The United States of America: World’s Richest Country; Leader of he Free World; Land of the Free; etc. Who would dare meddle with it? Yet it does have enemies: Iran; Russia; North Korea; Venezuela. China is a rival, but more of a trade partner than an enemy. But the most persistent and baleful challenge to its hegemony and future prosperity is America itself.

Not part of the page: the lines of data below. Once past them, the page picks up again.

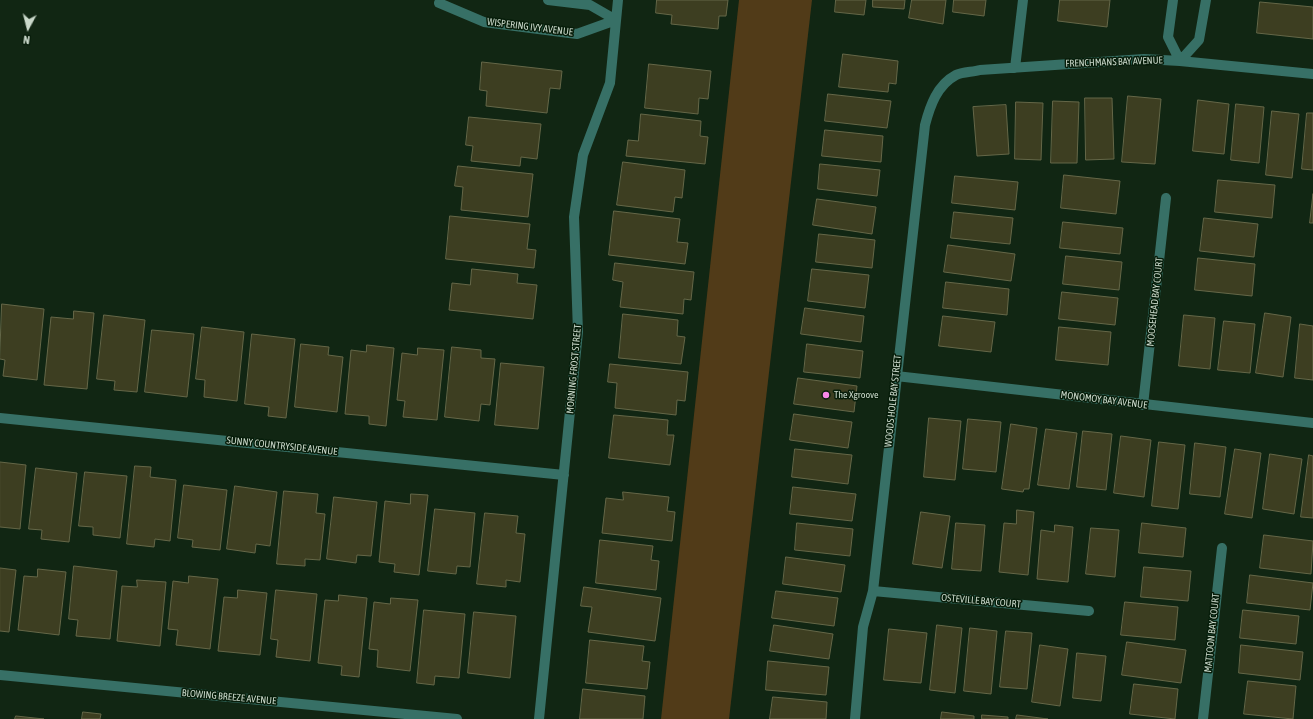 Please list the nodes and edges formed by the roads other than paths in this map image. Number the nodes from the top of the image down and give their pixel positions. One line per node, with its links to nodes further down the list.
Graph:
1 (455, 0): 7 (street, WISPERING IVY AVENUE)
2 (548, 0): 8 (street)
3 (618, 0): 8 (street, MORNING FROST STREET)
4 (1023, 0): 10 (street)
5 (1173, 0): 9 (street)
6 (1206, 0): 9 (street)
7 (439, 1): 8 (street, WISPERING IVY AVENUE)
8 (616, 20): 18 (street, MORNING FROST STREET)
9 (1180, 61): 10 (street, FRENCHMANS BAY AVENUE); 11 (street, FRENCHMANS BAY AVENUE)
10 (1015, 68): 12 (street, FRENCHMANS BAY AVENUE)
11 (1313, 74)
12 (942, 86): 14 (street, WOODS HOLE BAY STREET)
13 (1166, 198): 15 (street, MOOSEHEAD BAY COURT)
14 (896, 376): 15 (street, MONOMOY BAY AVENUE); 20 (street, WOODS HOLE BAY STREET)
15 (1143, 405): 17 (street, MONOMOY BAY AVENUE)
16 (0, 418): 18 (street, SUNNY COUNTRYSIDE AVENUE)
17 (1313, 423)
18 (564, 475): 24 (street, MORNING FROST STREET)
19 (1222, 548): 26 (street, MATTOON BAY COURT)
20 (873, 591): 21 (street, OSTEVILLE BAY COURT); 25 (street, WOODS HOLE BAY STREET)
21 (1090, 611)
22 (0, 675): 23 (street, BLOWING BREEZE AVENUE)
23 (457, 719)
24 (539, 719)
25 (855, 719)
26 (1203, 719)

This was not always so. In its first century as a new nation, it was brashly aggressive, acquiring vast territories from Spain, France, Britain, Mexico and Russia, as well as the natives, by stealth bribery and outright warfare. As those countries all had similar empire-building ambition, hostility was short-lived. The threat of Spain trying to reassert control of its former colonies led President Monroe to issue his Doctrine in 1823, that:

“The United States will not tolerate a European nation colonizing an independent nation in North or South America. The United States wull consider any such intervention in the Western Hemisphere to be a hostile act.”

This anti-colonial stance stemmed not only from their own experience, but also from an early sense of destiny that the USA was the natural leader of both the Americas and emerging democracies. In the 1895 Cuban rebellion against Spain’s harsh rule, the US sent the battleship USS Maine to Havana to protect American citizens threatened by rioters but the ship was sunk by a still-unexplained explosion while at anchor. Spain’s brutally repressive measures to halt the rebellion were graphically portrayed for the U.S. public by several sensational newspapers engaging in “yellow journalism”—the original “fake news”.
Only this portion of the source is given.